Being member-centric assumes you know your members. What do you know about your members? Is member data self administered or staff administered? What member profile information do you keep? Is it current? Even more difficult; how do you determine member interests and how quickly can you track a shift in interest or spot a rising top of mind member issue.
A properly designed online community enables dynamic member-determined interests based on groups joined, library items collected, watched and viewed, comments, questions, polls and connections. You will have that information for those that are engaged with the community. Those are the people that are your trend-setters and thought leaders; so pay attention. Also, those are the folks that will lead your lurkers and semi-engaged members to increased engagement both by example and because their posts, comments and collections will induce responses, questions and replies.
Events, Conferences, Presenters, Exhibitors and Suppliers
Make sure to use your online community to extend your event or conference. Put up a member group for the conference, have groups for presenters and make the presenter the group owner. In the planning stages note what is going on in the community, ask what members would like on the agenda, run a poll. Allow presenters and exhibitors to join the community, form interest groups, answer questions and put their latest information in the library. This can all happen before the event and many groups will likely carry on after. The reputation system makes it easy to see who is bringing value to the community, labels allow suppliers to be identified, flagging allows the entire community to monitor posts and having your own private community means you control what goes on. Involving your members means you are member-centric and have a better chance of having an event members will relate to.

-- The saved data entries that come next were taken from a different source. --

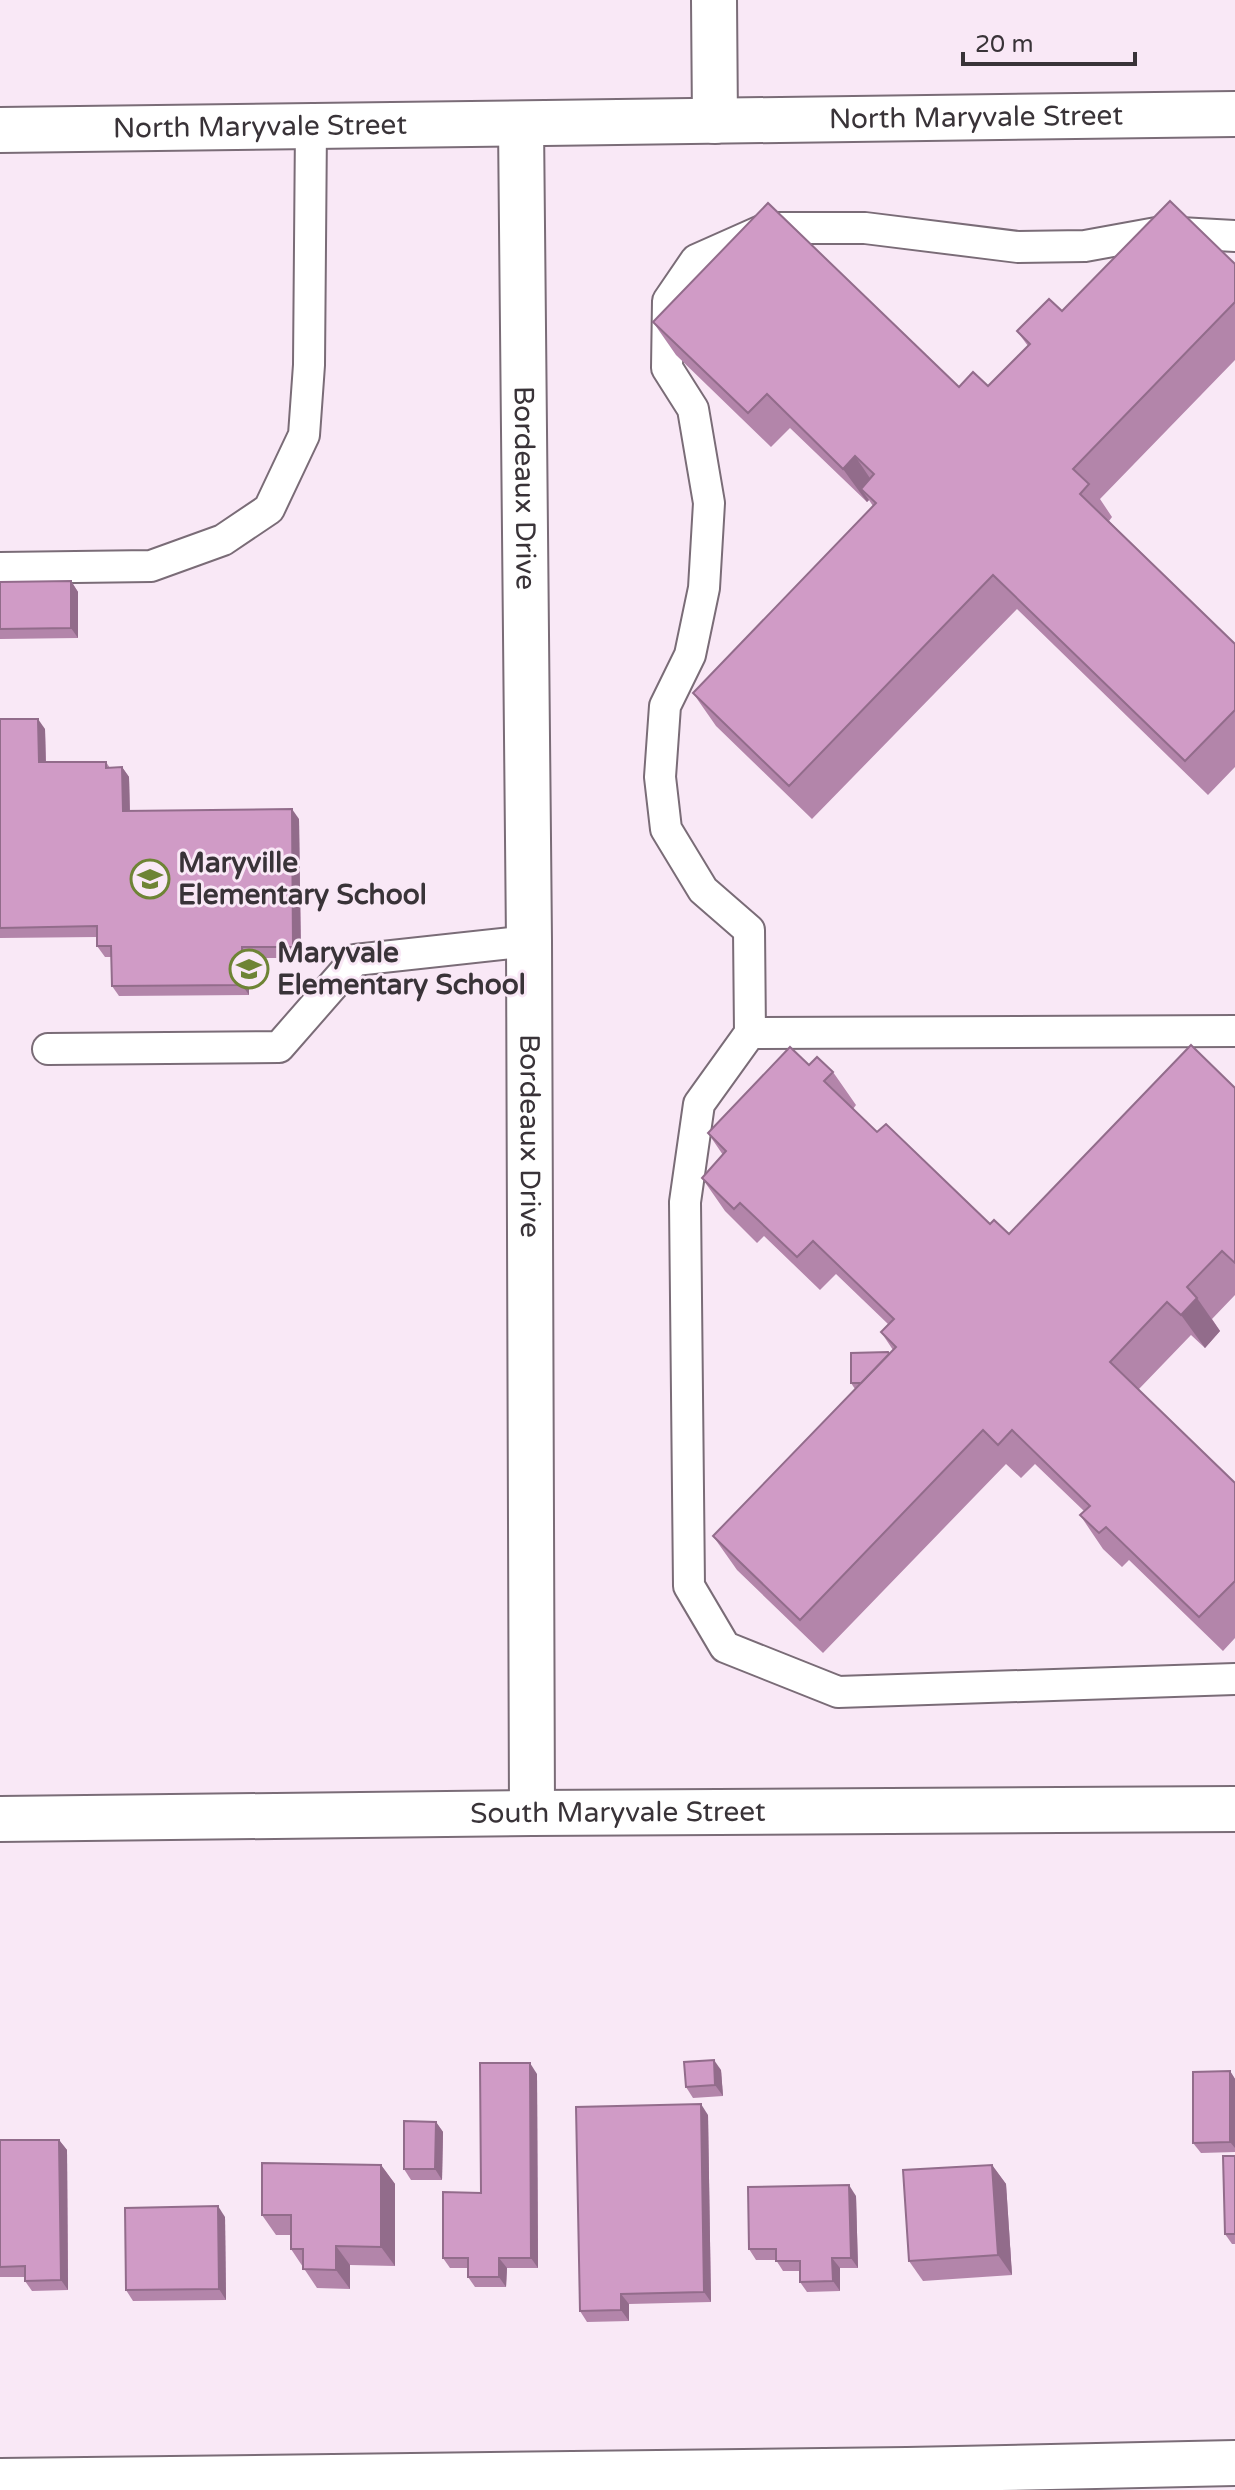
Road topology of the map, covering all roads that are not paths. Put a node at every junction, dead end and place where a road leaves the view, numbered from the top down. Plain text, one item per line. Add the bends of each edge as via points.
1 (714, 0) edge
2 (1235, 114) edge
3 (715, 121) junction
4 (521, 124) junction
5 (311, 126) junction
6 (0, 130) edge
7 (1235, 236) edge
8 (0, 568) edge
9 (529, 941) junction
10 (1235, 1031) edge
11 (750, 1033) junction
12 (48, 1049) dead end
13 (1235, 1679) edge
14 (1235, 1809) edge
15 (532, 1813) junction
16 (0, 1819) edge
17 (1235, 2463) edge
18 (907, 2480) edge
19 (0, 2481) edge

1 - 3 street
2 - 3 street, North Maryvale Street
3 - 4 street, North Maryvale Street
4 - 5 street, North Maryvale Street
4 - 9 street, Bordeaux Drive
5 - 6 street, North Maryvale Street
5 - 8 lane via 304,435 269,509 223,540 151,566
7 - 11 lane via 1162,232 1085,246 1018,247 865,228 768,228 696,260 668,301 667,368 693,409 709,503 704,588 690,655 665,706 660,777 664,816 666,829 703,890 749,930
9 - 12 lane via 355,960 279,1047
9 - 15 street, Bordeaux Drive
10 - 11 lane
11 - 13 lane via 699,1104 685,1202 689,1586 725,1647 838,1692
14 - 15 street, South Maryvale Street
15 - 16 street, South Maryvale Street
17 - 18 street
18 - 19 street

Association events are incorporating online webinars which is a good thing for those that cannot make meetings but there is nothing like being there and associations can use free or paid for event registration web sites (Eventbrite, Eventzilla, 123SignUp,) or put a PayPal button on the community home page to make it easy for members to register online for the annual conference or a local dinner meeting. Ease of member use is also member-centric.
If you certify members or have an eLearning program you can use your online community as a learning resource. The library allows links to free and paid educational software. At the same time there will be growth of a socially curated body of knowledge for all members complete with links to other members, fellow students and thought leaders.
Continuing Education Tracking
Not only can your community be a learning resource; if your continuing education system does not track member qualifications and courses, or won’t talk to your membership database, you can use your member’s community profiles. They can be updated with courses passed, hours earned, grades and fields can be private or public. You could even use labels to identify members who have achieved a diploma or certification.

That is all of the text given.